« De nos frères blessés », de Joseph Andras : Un meurtre d’État

Dans son premier roman, _De nos frères blessés_, Joseph Andras raconte la condamnation à mort de Fernand Iveton.

Christophe Kantcheff  • 1 juin 2016 abonné·es
« De nos frères blessés », de Joseph Andras : Un meurtre d’État
© Photo12/AFP

Au regard d’une scène littéraire compassée et conventionnelle, la décision de Joseph Andras de refuser le prix Goncourt du premier roman ne pouvait passer inaperçue. Nous avons déjà évoqué les raisons de l’auteur – « La compétition, la concurrence et la rivalité sont à mes yeux des notions étrangères à l’écriture et à la création », a-t-il expliqué – et l’incompréhension subséquente du milieu médiatique qui a transformé le lauréat en suspect (cf. Politis n° 1404).

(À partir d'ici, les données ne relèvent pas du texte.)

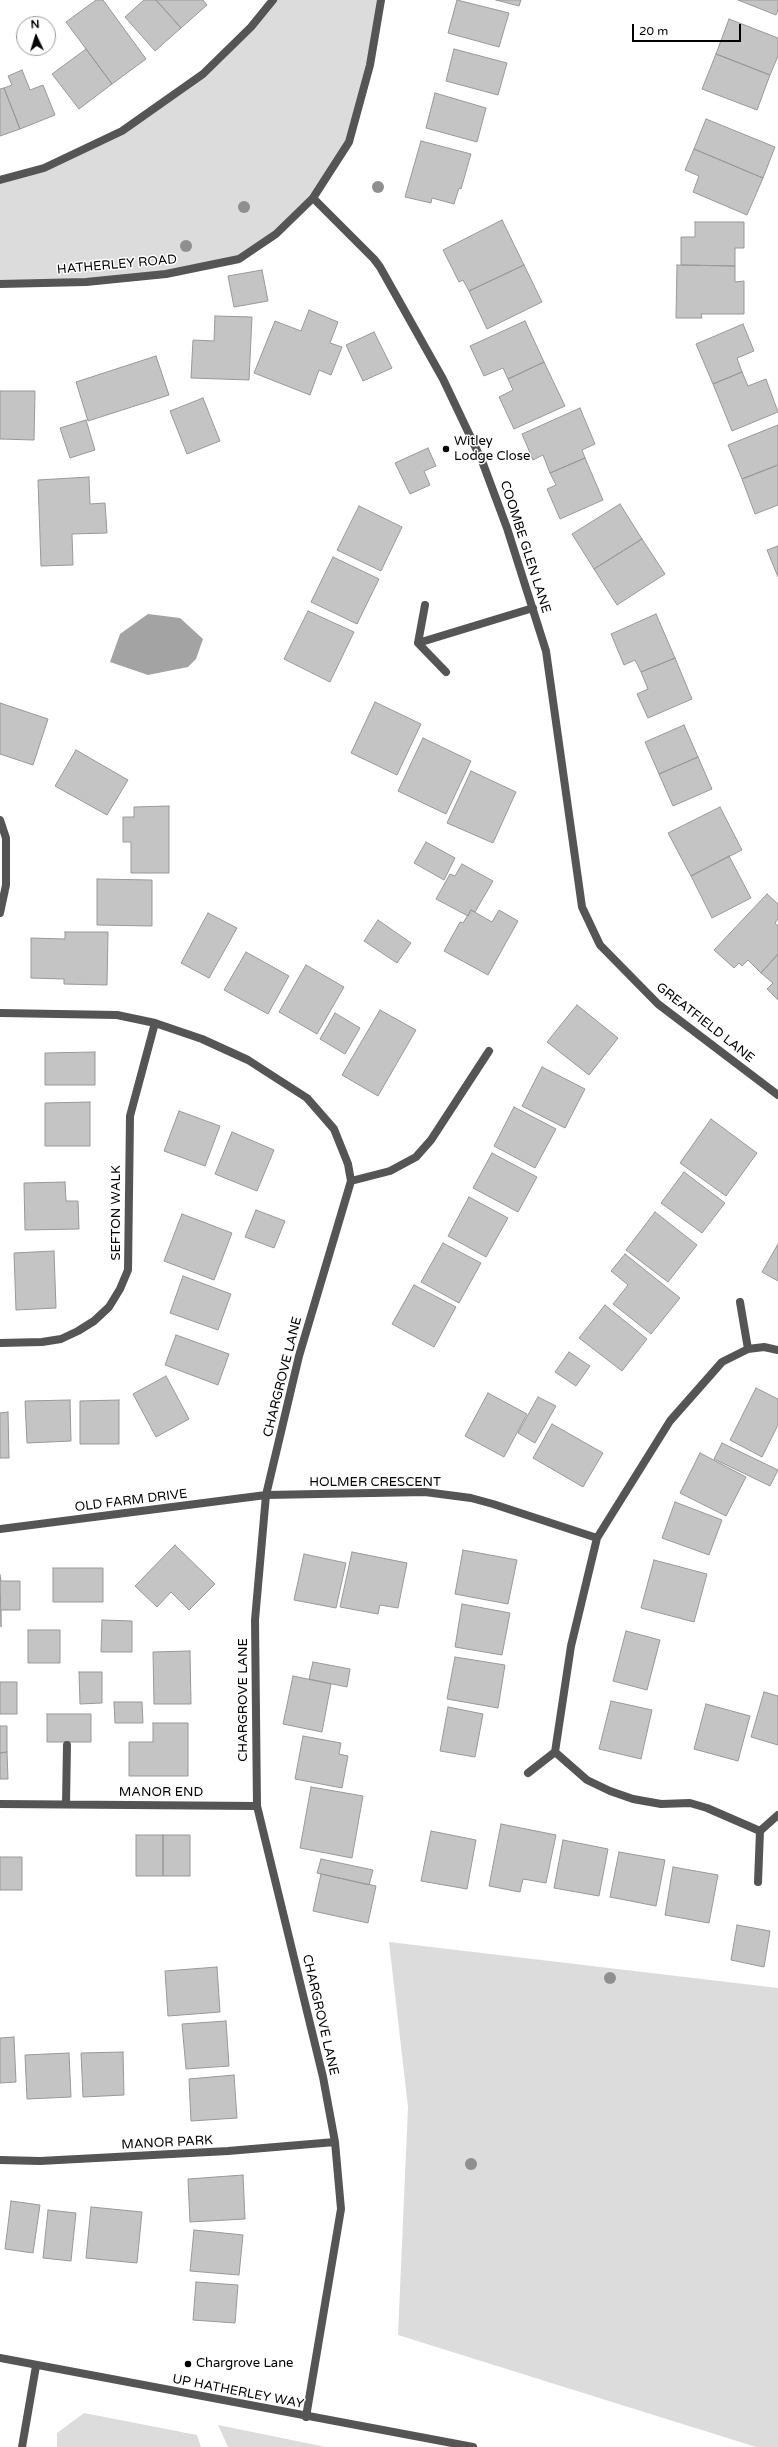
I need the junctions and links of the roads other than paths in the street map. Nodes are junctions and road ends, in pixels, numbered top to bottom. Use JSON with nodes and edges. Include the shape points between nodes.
{"nodes":[{"id":1,"x":272,"y":0,"type":"edge"},
{"id":2,"x":381,"y":0,"type":"edge"},
{"id":3,"x":0,"y":180,"type":"edge"},
{"id":4,"x":313,"y":198,"type":"junction"},
{"id":5,"x":0,"y":284,"type":"edge"},
{"id":6,"x":425,"y":605,"type":"dead end"},
{"id":7,"x":533,"y":608,"type":"junction"},
{"id":8,"x":418,"y":643,"type":"junction"},
{"id":9,"x":446,"y":672,"type":"dead end"},
{"id":10,"x":0,"y":820,"type":"edge"},
{"id":11,"x":582,"y":907,"type":"joint"},
{"id":12,"x":0,"y":913,"type":"edge"},
{"id":13,"x":0,"y":1013,"type":"edge"},
{"id":14,"x":155,"y":1023,"type":"junction"},
{"id":15,"x":488,"y":1051,"type":"dead end"},
{"id":16,"x":778,"y":1095,"type":"edge"},
{"id":17,"x":351,"y":1181,"type":"junction"},
{"id":18,"x":740,"y":1302,"type":"dead end"},
{"id":19,"x":0,"y":1343,"type":"edge"},
{"id":20,"x":748,"y":1349,"type":"junction"},
{"id":21,"x":778,"y":1350,"type":"edge"},
{"id":22,"x":266,"y":1496,"type":"junction"},
{"id":23,"x":0,"y":1529,"type":"edge"},
{"id":24,"x":597,"y":1538,"type":"junction"},
{"id":25,"x":68,"y":1745,"type":"dead end"},
{"id":26,"x":555,"y":1752,"type":"junction"},
{"id":27,"x":528,"y":1773,"type":"dead end"},
{"id":28,"x":0,"y":1804,"type":"edge"},
{"id":29,"x":66,"y":1804,"type":"junction"},
{"id":30,"x":257,"y":1806,"type":"junction"},
{"id":31,"x":778,"y":1815,"type":"edge"},
{"id":32,"x":760,"y":1832,"type":"junction"},
{"id":33,"x":758,"y":1882,"type":"dead end"},
{"id":34,"x":335,"y":2142,"type":"junction"},
{"id":35,"x":0,"y":2160,"type":"edge"},
{"id":36,"x":0,"y":2358,"type":"edge"},
{"id":37,"x":36,"y":2366,"type":"junction"},
{"id":38,"x":306,"y":2417,"type":"junction"},
{"id":39,"x":22,"y":2447,"type":"edge"},
{"id":40,"x":473,"y":2447,"type":"edge"}],
"edges":[{"from":1,"to":3,"type":"street","via":[[251,27],[203,74],[122,131],[44,168]]},
{"from":2,"to":4,"type":"street","name":"HATHERLEY ROAD","via":[[370,65],[349,142]]},
{"from":4,"to":5,"type":"street","name":"HATHERLEY ROAD","via":[[276,234],[238,259],[159,275],[86,282]]},
{"from":4,"to":7,"type":"street","name":"COOMBE GLEN LANE","via":[[374,259],[443,379],[482,461]]},
{"from":6,"to":8,"type":"street"},
{"from":7,"to":8,"type":"street"},
{"from":7,"to":11,"type":"street","name":"COOMBE GLEN LANE","via":[[546,651]]},
{"from":8,"to":9,"type":"street"},
{"from":10,"to":12,"type":"street","via":[[6,838],[6,885]]},
{"from":11,"to":16,"type":"street","name":"GREATFIELD LANE","via":[[600,945],[658,1004]]},
{"from":13,"to":14,"type":"street","via":[[118,1015]]},
{"from":14,"to":17,"type":"street","via":[[202,1039],[248,1060],[307,1098],[334,1129],[342,1147]]},
{"from":14,"to":19,"type":"street","name":"SEFTON WALK","via":[[130,1116],[128,1270],[120,1289],[109,1306],[94,1321],[78,1331],[42,1342]]},
{"from":15,"to":17,"type":"street","via":[[431,1140],[416,1157],[390,1171]]},
{"from":17,"to":22,"type":"street","name":"CHARGROVE LANE","via":[[299,1356]]},
{"from":18,"to":20,"type":"street"},
{"from":20,"to":21,"type":"street","via":[[764,1347]]},
{"from":20,"to":24,"type":"street","via":[[722,1362],[670,1421]]},
{"from":22,"to":23,"type":"street","name":"OLD FARM DRIVE"},
{"from":22,"to":24,"type":"street","name":"HOLMER CRESCENT","via":[[402,1492],[448,1494],[493,1504]]},
{"from":22,"to":30,"type":"street","name":"CHARGROVE LANE","via":[[255,1620]]},
{"from":24,"to":26,"type":"street","via":[[571,1646]]},
{"from":25,"to":29,"type":"street"},
{"from":26,"to":27,"type":"street"},
{"from":26,"to":32,"type":"street","via":[[587,1780],[610,1791],[654,1802],[701,1806]]},
{"from":28,"to":29,"type":"street","name":"MANOR END"},
{"from":29,"to":30,"type":"street","name":"MANOR END"},
{"from":30,"to":34,"type":"street","name":"CHARGROVE LANE","via":[[323,2077]]},
{"from":31,"to":32,"type":"street"},
{"from":32,"to":33,"type":"street"},
{"from":34,"to":35,"type":"street","name":"MANOR PARK","via":[[228,2152],[40,2161]]},
{"from":34,"to":38,"type":"street","name":"CHARGROVE LANE","via":[[341,2209]]},
{"from":36,"to":37,"type":"street","name":"UP HATHERLEY WAY"},
{"from":37,"to":38,"type":"street","name":"UP HATHERLEY WAY"},
{"from":37,"to":39,"type":"street"},
{"from":38,"to":40,"type":"street","name":"UP HATHERLEY WAY","via":[[404,2432]]}]}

Mais cette « affaire » ne doit pas reléguer le roman au second plan. De nos frères blessés est une belle œuvre de littérature qui revisite un épisode peu glorieux pour la République française : la condamnation à mort en 1957 d’un militant du Parti communiste algérien, Fernand Iveton, qui pourtant n’a jamais tué personne.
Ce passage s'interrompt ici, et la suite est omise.